=== Collected data entries ===

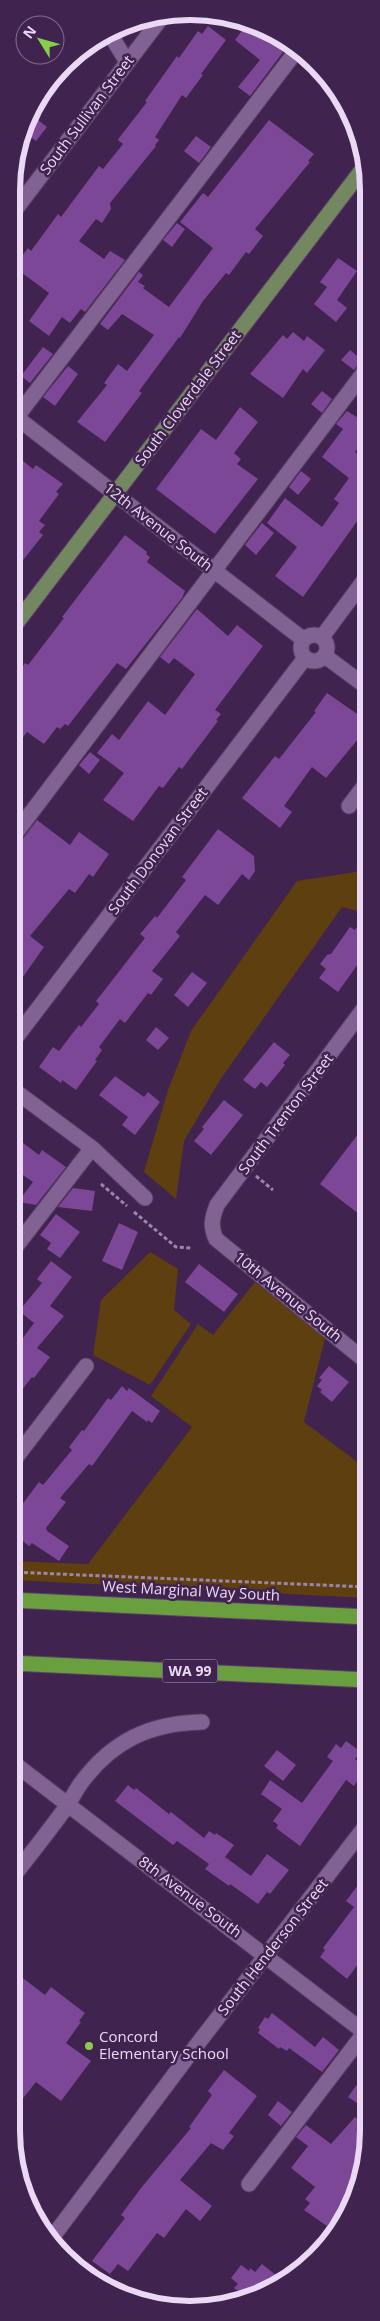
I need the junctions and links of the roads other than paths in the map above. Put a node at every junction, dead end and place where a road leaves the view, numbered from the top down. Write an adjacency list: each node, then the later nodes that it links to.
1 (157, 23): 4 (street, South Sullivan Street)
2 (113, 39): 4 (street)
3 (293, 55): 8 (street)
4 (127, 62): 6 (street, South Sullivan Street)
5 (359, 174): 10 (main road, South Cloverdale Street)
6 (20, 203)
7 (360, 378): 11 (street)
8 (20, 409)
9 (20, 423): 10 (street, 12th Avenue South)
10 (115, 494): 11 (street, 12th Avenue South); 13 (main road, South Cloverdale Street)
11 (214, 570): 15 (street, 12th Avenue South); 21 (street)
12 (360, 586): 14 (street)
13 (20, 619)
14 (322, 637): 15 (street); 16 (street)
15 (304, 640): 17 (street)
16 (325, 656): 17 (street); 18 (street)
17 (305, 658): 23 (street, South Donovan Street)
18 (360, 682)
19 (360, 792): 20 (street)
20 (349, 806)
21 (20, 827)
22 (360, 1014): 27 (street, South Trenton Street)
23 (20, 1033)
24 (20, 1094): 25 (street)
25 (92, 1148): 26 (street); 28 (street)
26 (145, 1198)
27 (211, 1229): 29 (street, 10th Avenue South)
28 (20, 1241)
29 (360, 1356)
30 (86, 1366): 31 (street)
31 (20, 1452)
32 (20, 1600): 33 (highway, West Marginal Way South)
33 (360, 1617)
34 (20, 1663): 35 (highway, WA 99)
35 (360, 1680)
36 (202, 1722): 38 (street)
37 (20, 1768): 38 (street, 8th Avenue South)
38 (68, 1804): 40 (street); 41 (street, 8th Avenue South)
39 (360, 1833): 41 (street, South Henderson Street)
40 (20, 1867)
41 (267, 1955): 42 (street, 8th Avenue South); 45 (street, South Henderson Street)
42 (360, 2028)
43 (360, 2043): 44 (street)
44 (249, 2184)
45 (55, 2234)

=== Task goal ===
For this exercise, copy every line of the data that holds "Sullivan".

=== Exercise output ===
1 (157, 23): 4 (street, South Sullivan Street)
4 (127, 62): 6 (street, South Sullivan Street)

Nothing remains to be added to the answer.